- _EXERCISE REQUIREMENTS_
Among the records, which lines hold the word "Straße"? Pick them out.

++++ PROVIDED ENTRIES

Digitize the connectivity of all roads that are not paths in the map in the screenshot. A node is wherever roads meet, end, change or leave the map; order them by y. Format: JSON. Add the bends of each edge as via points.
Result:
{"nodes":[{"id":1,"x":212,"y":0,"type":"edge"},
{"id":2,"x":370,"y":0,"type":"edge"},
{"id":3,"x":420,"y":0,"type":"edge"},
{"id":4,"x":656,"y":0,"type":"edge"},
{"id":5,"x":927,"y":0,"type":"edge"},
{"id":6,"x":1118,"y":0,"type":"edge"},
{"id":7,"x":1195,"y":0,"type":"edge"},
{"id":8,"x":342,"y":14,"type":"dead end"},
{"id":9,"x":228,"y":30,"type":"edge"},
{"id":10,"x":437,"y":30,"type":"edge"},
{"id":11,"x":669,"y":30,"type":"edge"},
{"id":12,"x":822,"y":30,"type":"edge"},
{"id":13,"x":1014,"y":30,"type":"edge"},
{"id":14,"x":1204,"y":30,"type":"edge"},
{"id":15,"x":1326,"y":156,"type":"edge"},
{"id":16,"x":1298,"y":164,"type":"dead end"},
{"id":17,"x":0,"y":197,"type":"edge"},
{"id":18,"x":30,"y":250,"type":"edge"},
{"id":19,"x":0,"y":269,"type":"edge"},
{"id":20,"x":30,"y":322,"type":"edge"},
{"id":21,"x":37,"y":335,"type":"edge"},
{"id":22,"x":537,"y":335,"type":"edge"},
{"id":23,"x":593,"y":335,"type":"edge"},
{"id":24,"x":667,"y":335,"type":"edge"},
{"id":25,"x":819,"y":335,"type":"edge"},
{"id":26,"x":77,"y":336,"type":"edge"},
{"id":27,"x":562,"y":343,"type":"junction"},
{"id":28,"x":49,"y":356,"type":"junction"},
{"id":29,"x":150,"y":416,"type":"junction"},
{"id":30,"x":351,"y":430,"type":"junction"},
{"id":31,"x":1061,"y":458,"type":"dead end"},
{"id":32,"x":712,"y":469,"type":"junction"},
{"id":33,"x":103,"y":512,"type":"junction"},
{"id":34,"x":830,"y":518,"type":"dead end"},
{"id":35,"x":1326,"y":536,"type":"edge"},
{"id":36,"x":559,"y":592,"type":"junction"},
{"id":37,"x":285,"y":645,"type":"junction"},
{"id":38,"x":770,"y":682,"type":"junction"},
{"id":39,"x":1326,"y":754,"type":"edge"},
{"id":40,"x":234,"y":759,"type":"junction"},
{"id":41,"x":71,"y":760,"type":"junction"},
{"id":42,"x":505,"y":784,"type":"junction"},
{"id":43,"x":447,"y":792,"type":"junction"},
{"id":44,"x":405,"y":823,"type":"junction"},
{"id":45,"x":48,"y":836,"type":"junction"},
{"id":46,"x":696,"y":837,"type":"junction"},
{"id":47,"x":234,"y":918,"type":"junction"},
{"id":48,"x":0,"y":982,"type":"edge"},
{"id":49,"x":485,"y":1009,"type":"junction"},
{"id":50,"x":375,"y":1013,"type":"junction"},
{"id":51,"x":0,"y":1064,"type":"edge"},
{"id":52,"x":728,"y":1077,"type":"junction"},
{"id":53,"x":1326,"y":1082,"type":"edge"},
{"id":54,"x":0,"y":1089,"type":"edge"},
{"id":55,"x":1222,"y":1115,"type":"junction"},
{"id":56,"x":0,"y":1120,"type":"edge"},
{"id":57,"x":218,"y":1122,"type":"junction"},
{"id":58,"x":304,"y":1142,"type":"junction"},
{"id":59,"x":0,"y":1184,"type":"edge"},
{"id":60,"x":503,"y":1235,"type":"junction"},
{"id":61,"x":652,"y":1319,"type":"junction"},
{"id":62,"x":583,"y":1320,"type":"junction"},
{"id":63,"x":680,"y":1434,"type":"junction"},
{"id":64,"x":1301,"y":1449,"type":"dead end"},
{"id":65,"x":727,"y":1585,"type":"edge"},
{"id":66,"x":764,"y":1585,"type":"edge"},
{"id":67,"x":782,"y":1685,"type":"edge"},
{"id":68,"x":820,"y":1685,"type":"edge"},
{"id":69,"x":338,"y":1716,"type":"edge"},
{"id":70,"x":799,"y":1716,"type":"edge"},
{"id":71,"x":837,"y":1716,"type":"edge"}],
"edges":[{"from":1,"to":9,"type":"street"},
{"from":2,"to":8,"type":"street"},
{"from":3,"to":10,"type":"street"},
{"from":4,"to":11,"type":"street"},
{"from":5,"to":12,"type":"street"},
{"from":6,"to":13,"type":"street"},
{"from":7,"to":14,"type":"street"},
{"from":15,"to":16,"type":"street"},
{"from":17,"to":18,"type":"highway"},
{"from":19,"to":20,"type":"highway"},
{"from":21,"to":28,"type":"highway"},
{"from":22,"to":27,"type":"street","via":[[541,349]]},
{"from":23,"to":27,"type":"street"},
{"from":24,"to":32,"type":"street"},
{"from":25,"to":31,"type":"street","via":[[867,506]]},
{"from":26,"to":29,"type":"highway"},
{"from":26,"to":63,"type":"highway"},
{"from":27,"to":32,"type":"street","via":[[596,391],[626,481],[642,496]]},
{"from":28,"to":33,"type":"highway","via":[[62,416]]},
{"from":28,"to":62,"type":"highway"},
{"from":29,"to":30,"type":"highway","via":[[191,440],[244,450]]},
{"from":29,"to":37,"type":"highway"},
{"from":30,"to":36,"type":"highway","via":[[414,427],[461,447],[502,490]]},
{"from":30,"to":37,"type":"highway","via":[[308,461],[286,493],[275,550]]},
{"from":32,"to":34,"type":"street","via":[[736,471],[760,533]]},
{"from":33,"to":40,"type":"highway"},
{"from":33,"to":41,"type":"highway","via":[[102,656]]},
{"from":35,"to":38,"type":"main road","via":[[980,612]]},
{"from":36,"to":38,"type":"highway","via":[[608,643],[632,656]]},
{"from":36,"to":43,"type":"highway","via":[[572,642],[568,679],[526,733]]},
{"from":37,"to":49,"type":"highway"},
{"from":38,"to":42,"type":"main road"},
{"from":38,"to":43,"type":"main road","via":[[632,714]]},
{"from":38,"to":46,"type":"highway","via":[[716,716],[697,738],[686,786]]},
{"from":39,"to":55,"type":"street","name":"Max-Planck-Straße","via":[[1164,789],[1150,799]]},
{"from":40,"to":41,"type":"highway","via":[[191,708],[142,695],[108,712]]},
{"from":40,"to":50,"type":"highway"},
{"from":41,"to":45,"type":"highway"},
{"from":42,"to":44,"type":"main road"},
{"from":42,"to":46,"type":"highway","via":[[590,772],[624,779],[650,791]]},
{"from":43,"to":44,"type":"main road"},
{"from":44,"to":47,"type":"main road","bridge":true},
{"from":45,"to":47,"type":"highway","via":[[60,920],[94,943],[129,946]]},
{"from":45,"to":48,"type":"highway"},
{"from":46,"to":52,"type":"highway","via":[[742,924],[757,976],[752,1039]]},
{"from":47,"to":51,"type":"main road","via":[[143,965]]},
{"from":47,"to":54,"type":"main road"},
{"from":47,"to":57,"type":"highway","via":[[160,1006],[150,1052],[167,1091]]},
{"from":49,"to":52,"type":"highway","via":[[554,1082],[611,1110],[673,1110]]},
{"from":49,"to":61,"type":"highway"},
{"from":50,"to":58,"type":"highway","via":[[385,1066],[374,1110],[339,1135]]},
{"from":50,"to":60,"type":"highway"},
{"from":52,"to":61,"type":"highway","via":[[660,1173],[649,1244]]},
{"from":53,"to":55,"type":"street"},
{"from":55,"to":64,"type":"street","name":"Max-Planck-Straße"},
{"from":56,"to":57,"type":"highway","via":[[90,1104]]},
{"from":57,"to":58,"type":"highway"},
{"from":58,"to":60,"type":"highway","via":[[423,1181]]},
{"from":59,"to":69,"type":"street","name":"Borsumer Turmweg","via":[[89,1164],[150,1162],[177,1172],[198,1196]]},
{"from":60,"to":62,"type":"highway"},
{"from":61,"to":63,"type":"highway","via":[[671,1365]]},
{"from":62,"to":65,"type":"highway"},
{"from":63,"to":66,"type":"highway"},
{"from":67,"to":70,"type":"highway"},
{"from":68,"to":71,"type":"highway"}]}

++++++++

- _RESULT_
{"from":39,"to":55,"type":"street","name":"Max-Planck-Straße","via":[[1164,789],[1150,799]]},
{"from":55,"to":64,"type":"street","name":"Max-Planck-Straße"},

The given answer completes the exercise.